Aftermath: Response and Reflection

No chapter in modern history has resulted in such resounding infamy as the deliberate and systematic attempts of Adolf Hitler and the Nazis to annihilate European Jews and other "undesirables" in order to establish an "Aryan Master Race." The world reacted to the Holocaust in a variety of ways, yet acknowledgment of the atrocities was slow to come. Before and even during World War II, most people underestimated the strength of Hitler and the Nazis and found the stories of Jewish persecution and murder too difficult to swallow. The terrible truth would come out in graphic detail, in the voices of the Nazi leaders themselves, during the Nuremberg Trials. As the magnitude and truth of the Holocaust became part of the world's consciousness, people across the globe cried out, "Never again," words that must be echoed by each succeeding generation if civilization is to learn and to endure. In the fifty years since the Holocaust, scholars have come to a variety of conclusions in response to the following questions:

Which historical events and political measures precipitated the rise of Nazism?

Could anything have been done to prevent the deaths of so many millions? Were the Nazis really so different from us?

What motivated otherwise "normal" people to commit such inhuman acts?

What moral lessons are we to now draw from the Holocaust?

These issues are relevant to all of humankind, and will continue to concern us all. Only by seeking answers to these questions can we then direct judgment back upon ourselves and hope to prevent such a tragedy as horrible as the Holocaust from ever recurring.

The World Must Know: The History of the Holocaust as Told in the United States Holocaust Memorial Museum
 by Michael Berenbaum

Written by leading Holocaust scholar and the project director of the US Holocaust Memorial Museum, this comprehensive book presents a historical survey of the Third Reich. Michael Berenbaum covers the pre-Hitler days to the aftermath of WWII. He draws upon a range of sources, including eyewitness accounts, photographs, and artifacts. There are stories about the Nazi perpetrators, the passive bystanders, the innocent victims, and the heroic survivors. Recommended for high school students.

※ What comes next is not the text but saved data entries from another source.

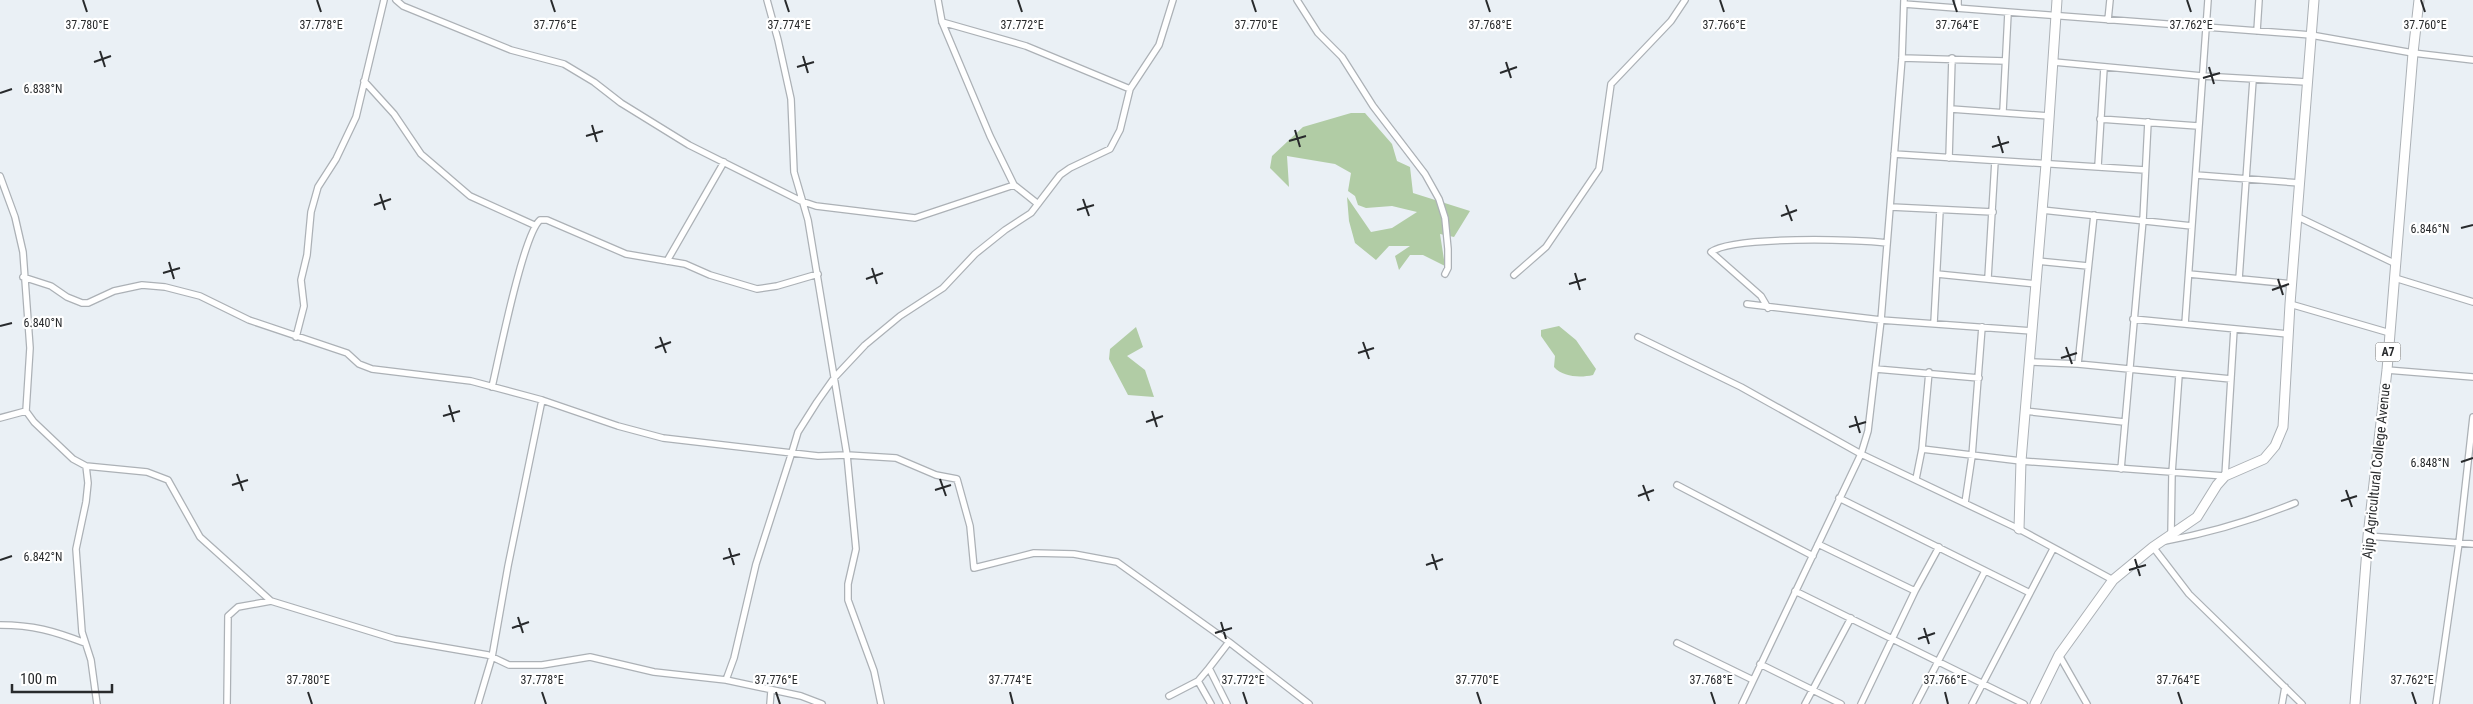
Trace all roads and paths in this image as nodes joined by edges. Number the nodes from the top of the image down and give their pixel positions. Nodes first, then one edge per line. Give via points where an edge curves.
1 (384, 0) edge
2 (396, 0) edge
3 (767, 0) edge
4 (938, 0) edge
5 (1173, 0) edge
6 (1297, 0) edge
7 (1686, 0) edge
8 (1958, 0) edge
9 (2057, 0) edge
10 (2110, 0) edge
11 (2208, 0) edge
12 (2259, 0) edge
13 (2314, 0) edge
14 (2419, 0) edge
15 (1904, 2) edge
16 (1958, 8) junction
17 (2008, 13) junction
18 (2056, 16) junction
19 (2108, 20) junction
20 (942, 22) junction
21 (2206, 27) junction
22 (2257, 31) junction
23 (2311, 35) junction
24 (2413, 53) junction
25 (1902, 58) junction
26 (1952, 58) junction
27 (2473, 60) edge
28 (2005, 61) junction
29 (2054, 62) junction
30 (2104, 68) junction
31 (2202, 76) junction
32 (2253, 80) junction
33 (364, 82) junction
34 (2306, 82) junction
35 (1130, 89) junction
36 (1951, 109) junction
37 (2004, 111) junction
38 (2049, 116) junction
39 (2100, 119) junction
40 (2148, 122) junction
41 (2198, 126) junction
42 (1894, 154) junction
43 (1949, 158) junction
44 (1995, 161) junction
45 (724, 162) junction
46 (2046, 164) junction
47 (2098, 166) junction
48 (2145, 170) junction
49 (2196, 175) junction
50 (0, 176) edge
51 (2245, 179) junction
52 (2300, 183) junction
53 (1014, 185) junction
54 (801, 201) junction
55 (1038, 204) junction
56 (1891, 207) junction
57 (1940, 210) junction
58 (2042, 210) junction
59 (1993, 212) junction
60 (2094, 215) junction
61 (2298, 217) junction
62 (2143, 220) junction
63 (534, 225) junction
64 (2192, 226) junction
65 (1887, 243) junction
66 (667, 261) junction
67 (2037, 261) junction
68 (2396, 264) junction
69 (2088, 266) junction
70 (818, 274) junction
71 (1445, 274) dead end
72 (1936, 274) junction
73 (2189, 274) junction
74 (1514, 275) dead end
75 (23, 277) junction
76 (1988, 278) junction
77 (2395, 278) junction
78 (2239, 279) junction
79 (2036, 284) junction
80 (2292, 284) junction
81 (2473, 302) edge
82 (1747, 304) dead end
83 (2290, 304) junction
84 (1768, 308) junction
85 (2133, 319) junction
86 (1881, 320) junction
87 (1934, 323) junction
88 (2185, 324) junction
89 (1982, 326) junction
90 (2234, 329) junction
91 (2032, 331) junction
92 (2390, 333) junction
93 (2288, 334) junction
94 (296, 337) junction
95 (1638, 337) dead end
96 (2030, 362) junction
97 (2078, 364) junction
98 (1876, 369) junction
99 (2130, 370) junction
100 (2387, 370) junction
101 (1929, 372) junction
102 (2179, 375) junction
103 (834, 378) junction
104 (1979, 378) junction
105 (2473, 378) edge
106 (2230, 379) junction
107 (492, 386) junction
108 (542, 400) junction
109 (26, 411) junction
110 (2024, 411) junction
111 (2473, 417) edge
112 (0, 418) edge
113 (2124, 422) junction
114 (1922, 449) junction
115 (792, 452) junction
116 (1861, 454) junction
117 (848, 455) junction
118 (1972, 456) junction
119 (2020, 461) junction
120 (86, 466) junction
121 (2121, 469) junction
122 (2172, 473) junction
123 (2225, 476) junction
124 (1916, 479) junction
125 (1676, 485) dead end
126 (1839, 498) junction
127 (1965, 503) junction
128 (2295, 504) dead end
129 (2019, 529) junction
130 (2171, 536) junction
131 (2368, 536) junction
132 (2162, 542) junction
133 (2459, 543) junction
134 (1818, 544) junction
135 (2473, 544) edge
136 (1940, 547) junction
137 (2153, 547) junction
138 (2053, 548) junction
139 (1813, 556) junction
140 (1985, 571) junction
141 (2112, 580) junction
142 (1796, 591) junction
143 (1915, 591) junction
144 (2030, 593) junction
145 (272, 601) junction
146 (1851, 618) junction
147 (0, 625) edge
148 (1892, 638) junction
149 (1229, 642) junction
150 (85, 643) junction
151 (1677, 643) dead end
152 (2059, 656) junction
153 (492, 657) junction
154 (1938, 663) junction
155 (1760, 664) junction
156 (1209, 668) junction
157 (726, 680) junction
158 (1753, 680) junction
159 (1198, 681) junction
160 (1983, 684) junction
161 (2285, 687) junction
162 (1813, 690) junction
163 (771, 691) junction
164 (1169, 696) dead end
165 (97, 704) edge
166 (227, 704) edge
167 (478, 704) edge
168 (770, 704) edge
169 (822, 704) edge
170 (881, 704) edge
171 (1212, 704) edge
172 (1228, 704) edge
173 (1309, 704) edge
174 (1742, 704) edge
175 (1805, 704) edge
176 (1841, 704) edge
177 (1861, 704) edge
178 (1916, 704) edge
179 (1972, 704) edge
180 (2024, 704) edge
181 (2035, 704) edge
182 (2087, 704) edge
183 (2282, 704) edge
184 (2302, 704) edge
185 (2355, 704) edge
186 (2436, 704) edge

1 - 33 street
2 - 45 street via 403,6 511,50 564,64 652,123
3 - 54 street via 791,98 794,172
4 - 20 street
5 - 35 street via 1156,51
6 - 71 street via 1318,33 1351,71 1373,106 1425,174 1439,199 1445,218 1448,249
7 - 74 street via 1671,21 1612,84 1599,169 1546,247
8 - 16 street
9 - 18 main road
10 - 19 street
11 - 21 street
12 - 22 street
13 - 23 main road
14 - 24 main road, Ajip Agricultural College Avenue / A7
15 - 16 street
15 - 25 street
16 - 17 street
17 - 18 street
17 - 28 street
18 - 19 street
18 - 29 main road
19 - 21 street
20 - 35 street via 1026,46
20 - 53 street
21 - 22 street
21 - 31 street
22 - 23 street
23 - 24 street
23 - 34 main road
24 - 27 street
24 - 68 main road, Ajip Agricultural College Avenue / A7
25 - 26 street
25 - 42 street
26 - 28 street
26 - 36 street
28 - 37 street
29 - 30 street
29 - 38 main road
30 - 31 street
30 - 39 street
31 - 32 street
31 - 41 street
32 - 34 street
32 - 51 street
33 - 63 street via 394,114 421,154 470,196
33 - 94 street via 356,117 318,187 311,212 301,280 304,306
34 - 52 main road
35 - 55 street via 1117,140 1110,149 1060,175
36 - 37 street
36 - 43 street
37 - 38 street
38 - 46 main road
39 - 40 street
39 - 47 street
40 - 41 street
40 - 48 street
41 - 49 street
42 - 43 street
42 - 56 street
43 - 44 street
44 - 46 street
44 - 59 street
45 - 54 street
45 - 66 street
46 - 47 street
46 - 58 main road
47 - 48 street
48 - 62 street
49 - 51 street
49 - 64 street
50 - 75 street via 23,252
51 - 52 street
51 - 78 street
52 - 61 main road
53 - 54 street via 915,218 816,206
53 - 55 street
54 - 70 street via 808,220
55 - 103 street via 1031,214 975,254 944,288 900,316 865,345
56 - 57 street
56 - 65 street
57 - 59 street
57 - 72 street
58 - 60 street
58 - 67 main road
59 - 76 street
60 - 62 street
60 - 69 street
61 - 68 street
61 - 80 main road
62 - 64 street
62 - 85 street
63 - 66 street via 540,220 547,220 626,254
63 - 107 street
64 - 73 street
65 - 84 street via 1814,240 1739,244 1717,247 1711,252 1761,296
65 - 86 street
66 - 70 street via 758,289
67 - 69 street
67 - 79 main road
68 - 77 main road, Ajip Agricultural College Avenue / A7
69 - 97 street
70 - 103 street
72 - 76 street
72 - 87 street
73 - 78 street
73 - 88 street
75 - 94 street via 51,286 82,304 114,291 142,285 165,287 200,296 249,320
75 - 109 street via 30,348
76 - 79 street
77 - 81 street
77 - 92 main road, Ajip Agricultural College Avenue / A7
78 - 80 street
79 - 91 main road
80 - 83 main road
82 - 84 street
83 - 92 street
83 - 93 main road
84 - 86 street
85 - 88 street
85 - 99 street
86 - 87 street
86 - 98 street
87 - 89 street
88 - 90 street
89 - 91 street
89 - 104 street
90 - 93 street
90 - 106 street
91 - 96 main road
92 - 100 main road, Ajip Agricultural College Avenue / A7
93 - 123 main road via 2283,427 2275,446 2264,459
94 - 107 street via 347,353 359,364 372,369
95 - 116 street via 1741,388
96 - 97 street
96 - 110 main road
97 - 99 street
98 - 101 street
98 - 116 street via 1868,431
99 - 102 street
99 - 113 street
100 - 105 street
100 - 131 main road, Ajip Agricultural College Avenue / A7
101 - 104 street
101 - 114 street
102 - 106 street
102 - 122 street
103 - 115 street via 798,432
103 - 117 street
104 - 118 street
106 - 123 street
107 - 108 street
108 - 115 street via 663,438
108 - 153 street
109 - 112 street
109 - 120 street via 73,459
110 - 113 street
110 - 119 main road
111 - 133 street
113 - 121 street
114 - 118 street
114 - 124 street
115 - 117 street via 818,456
115 - 157 street via 756,564
116 - 124 street
116 - 126 street
117 - 149 street via 896,458 957,480 970,526 974,568 1034,553 1074,554 1117,562
117 - 170 street via 856,549 848,600 874,670
118 - 119 street
118 - 127 street
119 - 121 street
119 - 129 main road
120 - 145 street via 147,472 168,480 200,537
120 - 150 street via 86,502 76,549
121 - 122 street
122 - 123 street
122 - 130 street
123 - 130 main road via 2197,518
124 - 127 street
125 - 139 street
126 - 134 street
126 - 136 street
127 - 129 street
128 - 132 street via 2198,535
129 - 138 street
130 - 132 main road
131 - 133 street
131 - 185 main road, Ajip Agricultural College Avenue / A7
132 - 137 main road
133 - 135 street
133 - 186 street
134 - 139 street
134 - 143 street
136 - 140 street
136 - 143 street
137 - 141 main road
137 - 161 street via 2189,594
138 - 141 street
138 - 144 street
139 - 142 street
140 - 144 street
140 - 154 street
141 - 152 main road
142 - 146 street
142 - 155 street
143 - 148 street
144 - 160 street
145 - 153 street via 394,639
145 - 166 street via 238,607 228,616
146 - 148 street
146 - 162 street
147 - 150 street via 28,625
148 - 154 street
148 - 177 street
149 - 156 street
149 - 173 street
150 - 165 street via 91,660
151 - 158 street
152 - 181 main road
152 - 182 street
153 - 157 street via 523,666 590,658 654,672
153 - 167 street
154 - 160 street
154 - 178 street
155 - 158 street
155 - 162 street
156 - 159 street
156 - 172 street
157 - 163 street
158 - 174 street
159 - 164 street
159 - 171 street
160 - 179 street
160 - 180 street
161 - 183 street
161 - 184 street
162 - 175 street
162 - 176 street
163 - 168 street
163 - 169 street via 801,696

"American Response to the Holocaust, 1933-1945"
 by Jack Fischel

This brief article is a useful summary of the two primary periods of American response to the Holocaust. The first, from 1933 to 1938, is characterized by an increase in antisemitism and isolationism in the United States. During the second period, from 1939 to 1945, Americans slowly became aware of the Nazi plan to exterminate the European Jewry. Jack Fischel discusses several books that analyze the US government's official response to the situation. Recommended for high school students.

While Six Million Died
 by Arthur Morse

Arthur Morse's book was the first major work on the Holocaust to directly accuse the United States government of failing to quickly implement a rescue policy upon discovery of the Nazi death camps. Written by a non-academic, this famous book is a passionate indictment of the Roosevelt administration's inaction towards both antisemitism at home and Hitler's Final Solution in Europe. Many of the issues raised in this book are still hotly debated. Morse's book is meticulously documented and is geared for a mass audience rather than for scholars. Recommended for high school students.

FDR and the Holocaust
 by Verne W. Newton

This collection of essays, written by both Holocaust scholars and experts on FDR's presidency, examines the specific question, "What did Franklin D. Roosevelt know about the Holocaust and what steps did he take to prevent it?" Several interesting theories on Roosevelt's reaction to the fate of European Jews are raised, but no single answer is definitive. Recommended for high school students.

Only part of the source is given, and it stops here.